ここで最終調整をするのでお客さんはしばし休憩。民生はステージの上で、できあがった音を聞きつつアンケートに目を通す。だけど曲の方が気になってあまりアンケートは読めてなかった(笑)

できあがった音を聞く前に、質疑応答!

Q:ドラムに10本のマイクをセットされているということだが、1本じゃやっぱりまずいか

A:まずくはない(笑)1本でもいい、まあ、どういう雰囲気で録りたいかにもよるが。キックをきちんと聞かせたいならそこは1本欲しいところだし。なんならこの10本は多すぎと言ってもいい(笑)キックとスネアとあと上1本、っていうのもありかもね。

Q:ボーカルマイクの位置は関係あるのか?(多分タンバリン2の時にエンジニアさんから「上から録ったら」という声があったからではないかと推察)

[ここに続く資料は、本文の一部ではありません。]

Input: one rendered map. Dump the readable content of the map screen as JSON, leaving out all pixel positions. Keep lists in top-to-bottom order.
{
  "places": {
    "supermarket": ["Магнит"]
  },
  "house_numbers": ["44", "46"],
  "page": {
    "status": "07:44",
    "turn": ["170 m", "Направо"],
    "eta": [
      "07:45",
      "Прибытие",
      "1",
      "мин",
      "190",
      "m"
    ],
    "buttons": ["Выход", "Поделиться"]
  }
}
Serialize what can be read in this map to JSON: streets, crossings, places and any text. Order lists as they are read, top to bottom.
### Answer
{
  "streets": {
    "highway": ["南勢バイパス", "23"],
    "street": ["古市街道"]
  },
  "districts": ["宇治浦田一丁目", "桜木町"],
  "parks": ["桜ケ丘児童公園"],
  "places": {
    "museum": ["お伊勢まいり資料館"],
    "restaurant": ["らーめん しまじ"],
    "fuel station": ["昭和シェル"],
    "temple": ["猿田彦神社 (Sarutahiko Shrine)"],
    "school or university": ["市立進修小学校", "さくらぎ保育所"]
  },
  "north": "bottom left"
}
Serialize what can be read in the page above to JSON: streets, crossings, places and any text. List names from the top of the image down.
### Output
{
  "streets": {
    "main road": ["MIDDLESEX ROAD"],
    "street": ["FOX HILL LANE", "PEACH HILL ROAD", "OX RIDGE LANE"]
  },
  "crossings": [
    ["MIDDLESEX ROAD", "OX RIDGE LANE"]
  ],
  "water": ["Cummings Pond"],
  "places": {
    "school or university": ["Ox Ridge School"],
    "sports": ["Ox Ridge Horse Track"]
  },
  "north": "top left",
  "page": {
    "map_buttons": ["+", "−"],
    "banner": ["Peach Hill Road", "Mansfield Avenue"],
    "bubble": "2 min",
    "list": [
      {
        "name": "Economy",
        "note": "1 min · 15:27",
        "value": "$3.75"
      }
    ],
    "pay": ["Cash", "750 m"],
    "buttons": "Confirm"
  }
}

A:ない。どこでもいい。そういうこだわりはない。どんな角度でも歌えます。このレコーディングに使ってるマイクはふつーにどこでも売ってるやっすいマイクです。レコーディングとかでよく見るやつは凄く高い(何十万円)けど、僕はこれで全然慣れてるし、使いやすい。

この時に普段のボーカルレコーディングで使うマイクと、その前にある「パンストみたいなやつ」の話があったんだけど、これ音楽戦士だっけ?その時の話で「パンストが前にあるならパンストかぶって歌ってもいいんじゃないか」ってパンスト被って歌ってみた話が焼き付いてます(笑)実際は「パンスト被ると口が動きにくい」っていうオチ。やる前に気づいてお願い(笑)

Q:安いアンプと安いギターで始めたばかりです。オススメのヘッドフォンは?

A:(うれしそうに物販のカンタビレグッズを手に)これです(笑)あのー今回ほんとにラッキーでね、このソニーのヘッドフォン、大抵、日本でも海外でも、レコーディングスタジオってこれが置いてあるんですよ。MDR-CD900ってやつなんですけど。今回、中身はそれでこのグッズを作ってもらえたからね。もっといい音で、とか、もっと気持ちよく聴こうと思ったらもっといいヘッドフォンたくさんあるだろうけど、これはそのままに近い音を聴けるわけ。レコーディングするのに、ヘッドフォン通じて音が変わってちゃ意味ないわけでね。これはその点、生の音に近い音で聴ける。高いけど、おすすめです。ギターの前に買うべきだね(笑)

そのほかにも、録音の途中で民生のヘッドフォンのコードが椅子に絡まってしまい、「あー!」となった民生が「こういうのを業界では『斉藤有太る』って言うんだよ」「あ、有太ってるよ、みたいに使います」と言ったのを受けての質問「斉藤有太って誰ですか?」会場大ブーイング(そりゃそうだ)。民生読む前から半笑いだったけど、なんつってたかなー、かつて○○の(忘れた)第一人者だった人です、今はもういませんがw」みたいな事を言った後「冗談です。一緒にツアー回ったりしてるミュージシャン。彼はね・・・ちょっとだらしないところがあるんですよ(笑)」と。あと「タンバリン捌きはどこで習得したんですか?」の質問に「ニューヨークで(笑)」使っている音楽ソフトについても説明。「これはプロトゥールスで、他にもいろいろあると思いますけど、さっきやったみたいに切ったり貼ったり、繰り返したりできて、すごく便利ではありますが、テープ独特の音の良さ、みたいなものの方を好きだという人もいますね。僕も今回は全部これでレコーディングしていますけど、普段は基本的にテープです」。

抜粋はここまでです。